About the Dzaleka Encyclopedia

A sourced, community-informed reference to Dzaleka Refugee Camp and the people, institutions, events, and public questions connected to it.

Mission

Keep a useful public record of Dzaleka

The encyclopedia brings together dispersed public records and community knowledge in one place. It aims to make Dzaleka easier to understand without reducing the camp to a single crisis, organisation, or statistic.

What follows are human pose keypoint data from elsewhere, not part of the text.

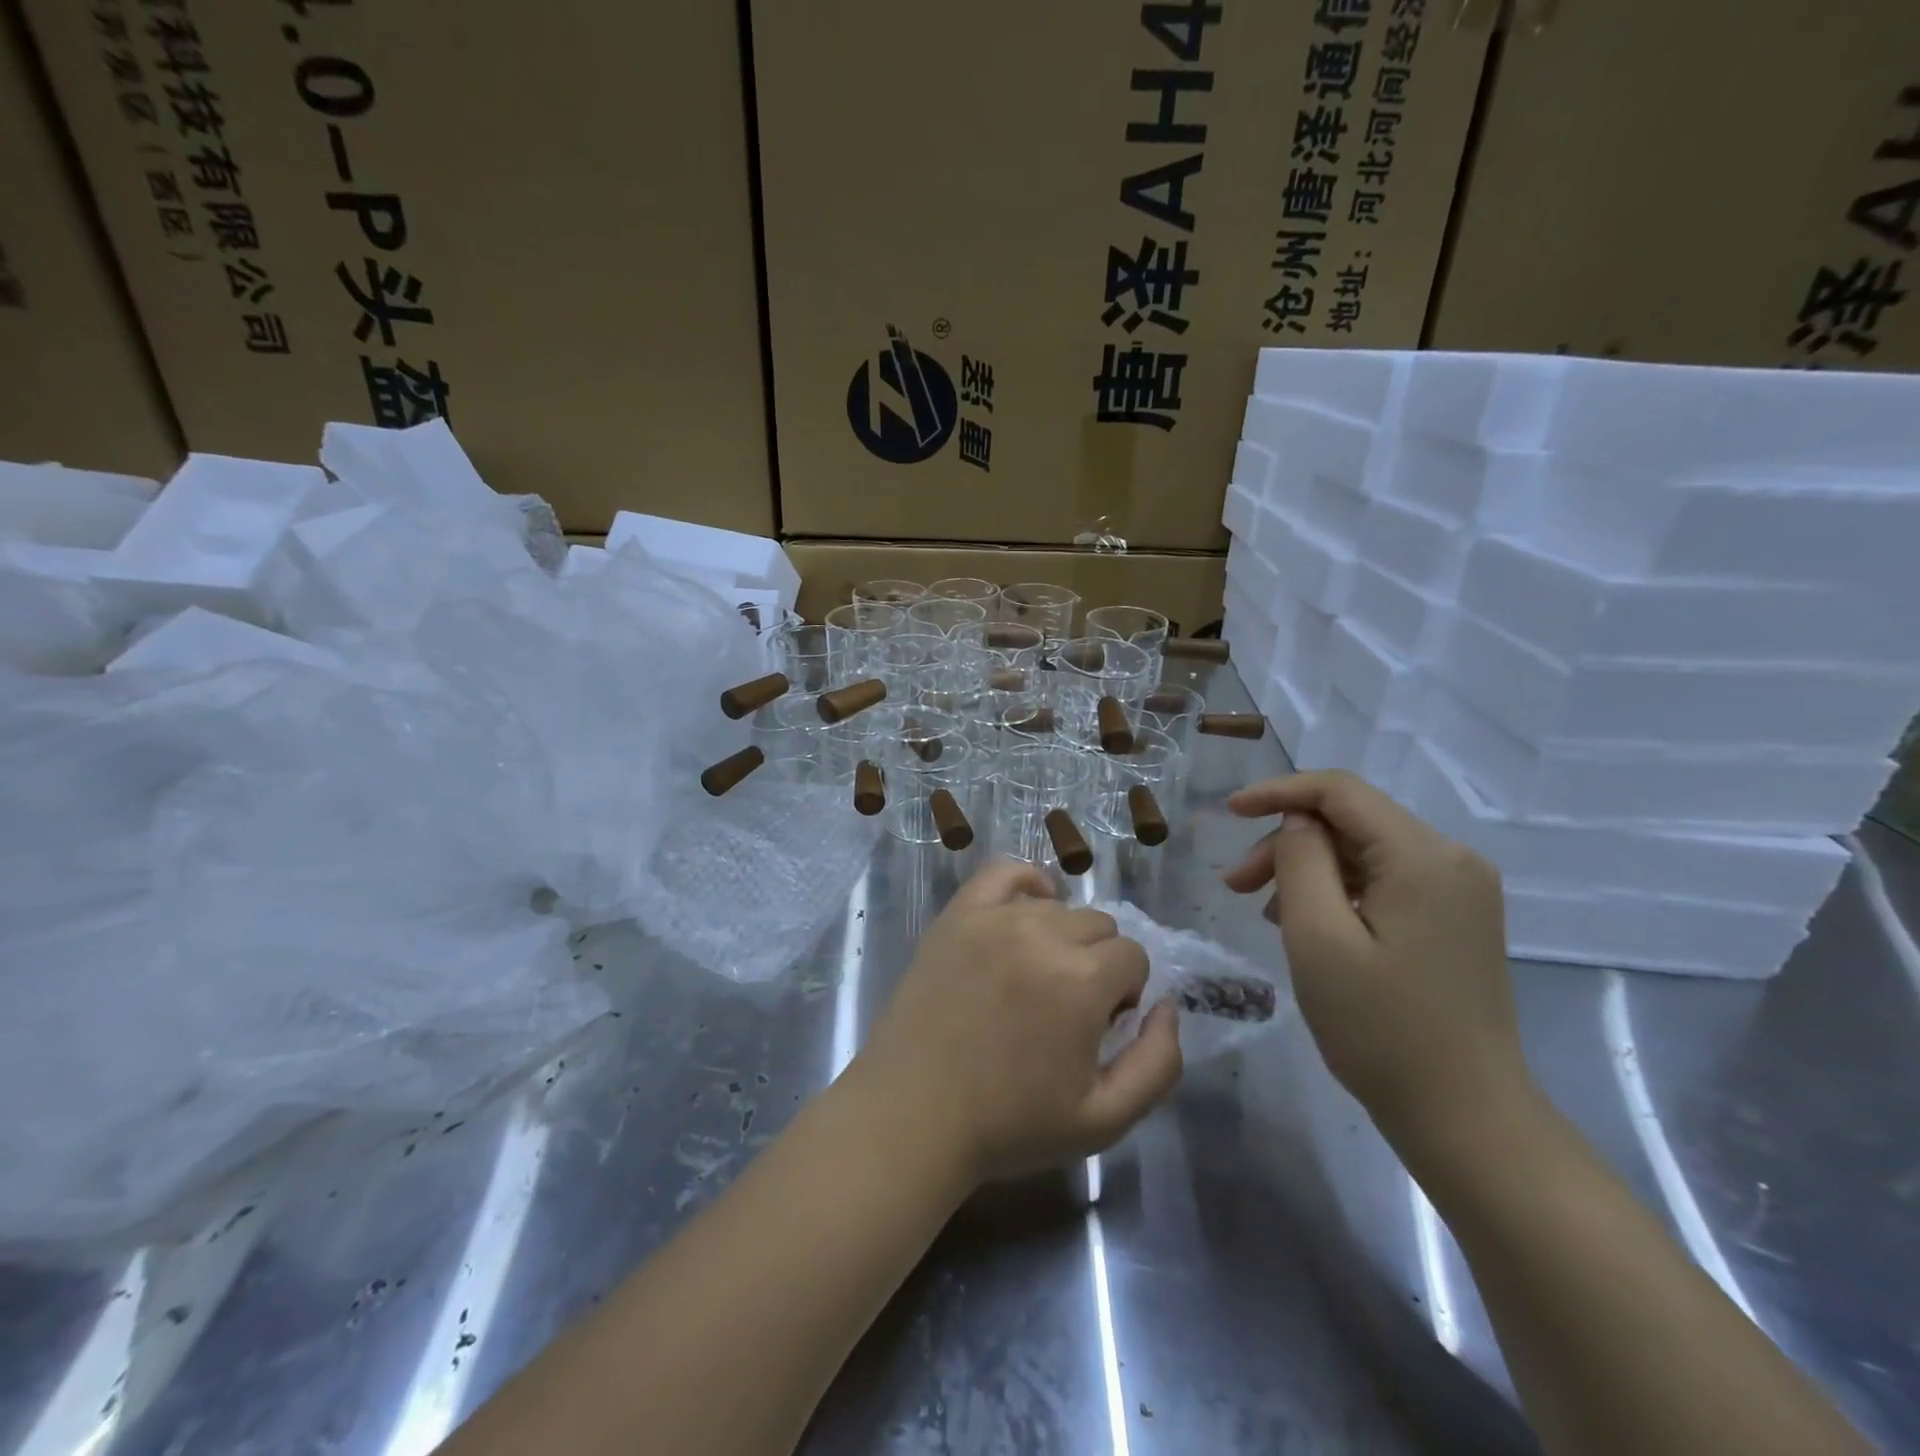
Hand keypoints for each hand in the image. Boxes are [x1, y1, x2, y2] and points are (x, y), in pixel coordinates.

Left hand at [853, 860, 1183, 1181]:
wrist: (913, 1113)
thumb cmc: (1010, 1122)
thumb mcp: (1105, 1119)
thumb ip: (1158, 1063)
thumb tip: (1167, 1007)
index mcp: (1081, 980)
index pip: (1133, 957)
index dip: (1124, 994)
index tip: (1097, 1027)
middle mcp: (1041, 934)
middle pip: (1098, 925)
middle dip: (1097, 964)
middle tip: (1066, 1009)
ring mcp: (993, 918)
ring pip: (1056, 906)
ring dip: (1061, 937)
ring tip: (1034, 979)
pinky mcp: (957, 915)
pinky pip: (1003, 873)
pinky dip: (1025, 885)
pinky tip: (1026, 912)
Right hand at [1223, 771, 1530, 1149]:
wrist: (1466, 1117)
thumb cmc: (1381, 1029)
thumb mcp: (1318, 940)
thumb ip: (1301, 862)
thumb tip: (1298, 822)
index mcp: (1422, 856)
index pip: (1340, 791)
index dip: (1278, 792)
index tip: (1229, 813)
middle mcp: (1451, 859)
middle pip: (1352, 821)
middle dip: (1287, 842)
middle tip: (1235, 885)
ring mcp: (1460, 891)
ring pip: (1365, 850)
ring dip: (1308, 868)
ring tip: (1265, 912)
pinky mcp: (1456, 918)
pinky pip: (1385, 880)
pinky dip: (1339, 890)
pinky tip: (1309, 924)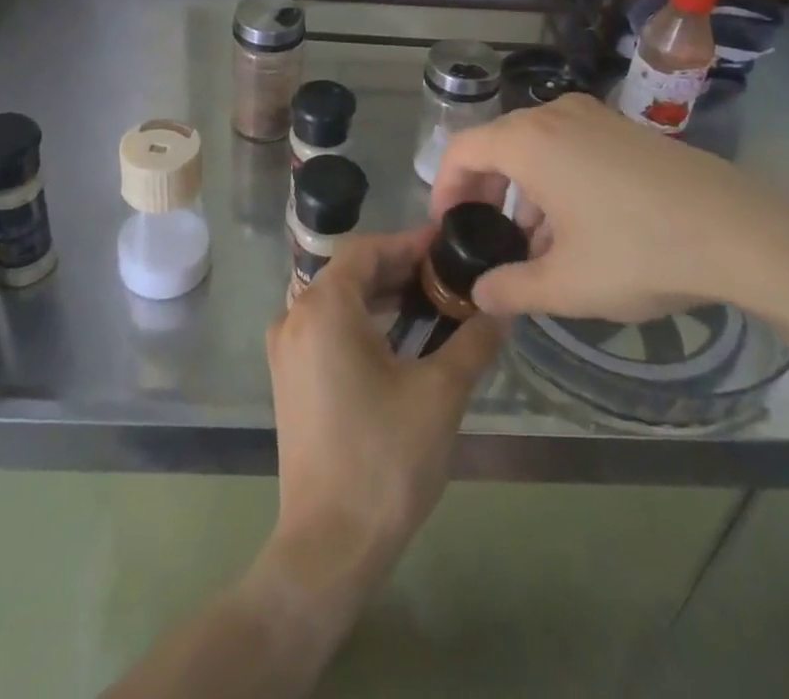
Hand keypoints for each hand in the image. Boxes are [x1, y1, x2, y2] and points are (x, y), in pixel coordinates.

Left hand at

Entries cover history, law, population, health, education, livelihoods, infrastructure, culture, books, film, organisations, and people whose work is connected to Dzaleka. Claims that change over time are dated, and sources are shown so readers can inspect the basis for an entry.

Editorial principles

Evidence, context, dignity

Make sources visible

Readers should be able to see where a factual claim came from and when it was recorded.

Date changing information

Population, service availability, programme status, and policy can change. Entries state the relevant period.

Value local knowledge

Attributed interviews, oral history, photographs, and community records can document subjects missing from formal archives.

Protect people

The encyclopedia does not publish private case details or information that creates avoidable safety, dignity, or protection risks.

How it works

Community contributions with editorial review

This is not an open-edit wiki. Dzaleka Online Services maintains the collection and reviews proposed changes before publication. That allows people to contribute while keeping sourcing, safety, structure, and dated claims consistent across entries.

Residents, former residents, organisations, researchers, artists, journalists, photographers, and readers are welcome to propose corrections, stronger sources, missing context, photographs, and new entries.

Send a contribution

Limits

What the editorial team cannot provide

We welcome constructive comments, questions, and suggestions, but the encyclopedia is maintained with limited volunteer capacity. The team cannot research private family histories, identify or value artefacts, or provide legal, medical, protection, immigration, or emergency casework. Questions in those areas should go to the relevant qualified service.